Credit: "Flags at United Nations" via Wikimedia Commons, CC BY-SA 2.0. - Photo: 2025

Trump’s UN Meltdown: When Diplomacy Becomes Anti-Diplomacy

By Ian Williams

The writer is the President of the Foreign Press Association in New York and a former President of the UN Correspondents’ Association.

NEW YORK | 24 September 2025 (IDN) — If Donald Trump had worn a gaudy uniform like Gaddafi, he might have pipped the Libyan leader for the most memorable UN speech—except the Colonel was more tethered to reality. Usually, speakers are escorted from the podium by the UN’s head of protocol; this time, I half expected the official to don a white coat and brandish a straitjacket.

Rambling and free-associating, President Pangloss rode his usual hobby horses around the ring, touching real issues only to misrepresent them, while casually insulting allies and member states. One can decry the platitudes of General Assembly speeches, but this was a case of anti-diplomacy at work.

I was mildly relieved, for the dignity of the United States, that he didn’t berate “fake news” for reporting on the size of his hands and other organs. Most of his other groundless obsessions, however, got walk-on parts. There was no mention of UN funding. And the ongoing mayhem in Gaza—sustained in part by repeated U.S. vetoes—had to be addressed by President Erdoğan immediately afterwards.

It was a horrific day for UN diplomacy and for the UN itself. Many delegates registered tangible shock and awe, though they might as well have been rolling in the aisles as the Emperor appeared, visibly, in his invisible new clothes.

Human Rights Groups Push Back

Amnesty International USA’s Executive Director, Paul O’Brien, said that in his address to global leaders, President Trump doubled down on anti-immigrant attacks, boasted about extrajudicial killings, and denied the reality of the global climate crisis.
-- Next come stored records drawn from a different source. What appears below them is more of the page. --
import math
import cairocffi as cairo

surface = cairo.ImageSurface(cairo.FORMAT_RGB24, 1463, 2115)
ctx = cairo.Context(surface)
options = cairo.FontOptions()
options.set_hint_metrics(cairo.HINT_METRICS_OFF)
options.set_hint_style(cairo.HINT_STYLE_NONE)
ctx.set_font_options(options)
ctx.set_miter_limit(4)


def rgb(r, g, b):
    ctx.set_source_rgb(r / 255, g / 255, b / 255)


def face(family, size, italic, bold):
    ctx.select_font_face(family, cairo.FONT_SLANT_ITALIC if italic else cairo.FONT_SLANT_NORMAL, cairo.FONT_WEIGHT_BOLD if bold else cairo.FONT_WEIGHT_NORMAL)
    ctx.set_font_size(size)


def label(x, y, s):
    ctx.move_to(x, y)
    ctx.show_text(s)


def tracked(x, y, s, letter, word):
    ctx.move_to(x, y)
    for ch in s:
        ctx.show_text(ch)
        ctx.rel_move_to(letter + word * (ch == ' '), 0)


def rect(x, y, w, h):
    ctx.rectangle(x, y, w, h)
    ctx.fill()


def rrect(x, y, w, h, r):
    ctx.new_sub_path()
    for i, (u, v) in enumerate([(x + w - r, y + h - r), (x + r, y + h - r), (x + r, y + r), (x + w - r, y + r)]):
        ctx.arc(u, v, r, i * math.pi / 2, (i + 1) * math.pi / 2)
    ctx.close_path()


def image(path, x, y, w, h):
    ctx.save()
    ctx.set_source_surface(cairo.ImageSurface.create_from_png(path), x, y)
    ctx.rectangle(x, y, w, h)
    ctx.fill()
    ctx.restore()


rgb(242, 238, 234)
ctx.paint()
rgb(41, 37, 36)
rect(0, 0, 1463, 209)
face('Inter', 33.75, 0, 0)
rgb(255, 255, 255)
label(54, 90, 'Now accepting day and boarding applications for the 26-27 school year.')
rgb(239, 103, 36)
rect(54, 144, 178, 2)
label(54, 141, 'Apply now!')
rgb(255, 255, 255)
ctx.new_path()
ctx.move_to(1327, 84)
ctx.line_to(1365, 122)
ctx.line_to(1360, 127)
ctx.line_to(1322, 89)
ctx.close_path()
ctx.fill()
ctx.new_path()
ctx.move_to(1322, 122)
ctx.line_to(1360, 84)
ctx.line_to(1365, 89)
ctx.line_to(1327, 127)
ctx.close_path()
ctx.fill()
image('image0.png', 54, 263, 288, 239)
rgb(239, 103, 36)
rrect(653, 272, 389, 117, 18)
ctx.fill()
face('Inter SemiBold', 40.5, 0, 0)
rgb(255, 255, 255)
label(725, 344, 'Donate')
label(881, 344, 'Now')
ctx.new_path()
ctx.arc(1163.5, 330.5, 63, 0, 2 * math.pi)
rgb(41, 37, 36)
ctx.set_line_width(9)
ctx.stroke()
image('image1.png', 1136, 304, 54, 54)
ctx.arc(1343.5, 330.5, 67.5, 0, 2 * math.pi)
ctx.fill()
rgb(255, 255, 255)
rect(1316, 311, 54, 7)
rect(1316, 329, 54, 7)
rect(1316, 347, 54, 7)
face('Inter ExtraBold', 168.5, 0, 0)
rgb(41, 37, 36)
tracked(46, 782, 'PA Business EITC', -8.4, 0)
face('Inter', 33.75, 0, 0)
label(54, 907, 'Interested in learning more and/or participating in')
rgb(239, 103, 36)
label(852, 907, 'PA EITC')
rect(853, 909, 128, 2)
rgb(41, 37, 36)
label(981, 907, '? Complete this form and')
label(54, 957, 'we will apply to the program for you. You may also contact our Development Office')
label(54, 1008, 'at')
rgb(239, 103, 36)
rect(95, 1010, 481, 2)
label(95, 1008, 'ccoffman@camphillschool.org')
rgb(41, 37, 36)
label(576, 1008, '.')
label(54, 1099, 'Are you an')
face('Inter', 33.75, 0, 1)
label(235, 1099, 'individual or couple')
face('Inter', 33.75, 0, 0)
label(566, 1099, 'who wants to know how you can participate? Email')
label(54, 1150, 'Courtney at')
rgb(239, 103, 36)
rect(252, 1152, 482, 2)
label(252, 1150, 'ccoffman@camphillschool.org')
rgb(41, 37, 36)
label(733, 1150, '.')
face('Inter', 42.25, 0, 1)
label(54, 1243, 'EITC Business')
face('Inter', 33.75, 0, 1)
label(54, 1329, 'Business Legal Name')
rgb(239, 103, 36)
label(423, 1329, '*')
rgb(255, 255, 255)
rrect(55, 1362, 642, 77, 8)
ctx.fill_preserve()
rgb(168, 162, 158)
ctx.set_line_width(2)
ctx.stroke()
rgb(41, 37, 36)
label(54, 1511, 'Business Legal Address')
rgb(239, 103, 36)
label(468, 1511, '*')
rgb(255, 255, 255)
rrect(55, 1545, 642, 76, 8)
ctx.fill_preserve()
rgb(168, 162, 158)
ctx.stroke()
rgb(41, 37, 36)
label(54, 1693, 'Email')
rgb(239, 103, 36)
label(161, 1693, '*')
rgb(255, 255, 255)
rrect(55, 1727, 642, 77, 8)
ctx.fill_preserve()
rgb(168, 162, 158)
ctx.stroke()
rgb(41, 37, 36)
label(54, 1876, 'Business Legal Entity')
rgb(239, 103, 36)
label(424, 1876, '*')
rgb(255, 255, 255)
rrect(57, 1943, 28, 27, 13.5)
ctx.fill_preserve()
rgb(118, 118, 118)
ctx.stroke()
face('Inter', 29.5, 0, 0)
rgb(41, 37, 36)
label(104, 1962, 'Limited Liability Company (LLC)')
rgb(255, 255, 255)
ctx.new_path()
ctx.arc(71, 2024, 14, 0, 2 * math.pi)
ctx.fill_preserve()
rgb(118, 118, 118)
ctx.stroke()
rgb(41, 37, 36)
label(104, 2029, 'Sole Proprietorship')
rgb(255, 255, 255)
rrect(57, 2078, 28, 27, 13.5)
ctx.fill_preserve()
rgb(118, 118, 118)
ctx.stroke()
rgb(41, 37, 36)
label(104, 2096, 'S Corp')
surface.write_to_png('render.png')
His speech, O’Brien said, was “riddled with harmful lies”—particularly about immigrants and asylum seekers—and promoted actions that threaten human rights.

Trump urged leaders, especially in Europe, to follow his lead and close their borders, claiming to save lives by turning away those seeking safety—when in fact such policies violate the human right to seek asylum. He added a line about defending free speech and expression, but his record—pressuring regulators to target media critics and seeking to deport those protesting for Palestinian rights—speaks louder.

A Low Point for Multilateralism

Trump also touted other human rights violations, from recent extrajudicial killings off the coast of Venezuela to the militarized takeover of law enforcement in Washington, D.C. These are hallmarks of authoritarian practice: fostering intimidation, reinforcing systemic racism, and heightening the risk of unlawful force.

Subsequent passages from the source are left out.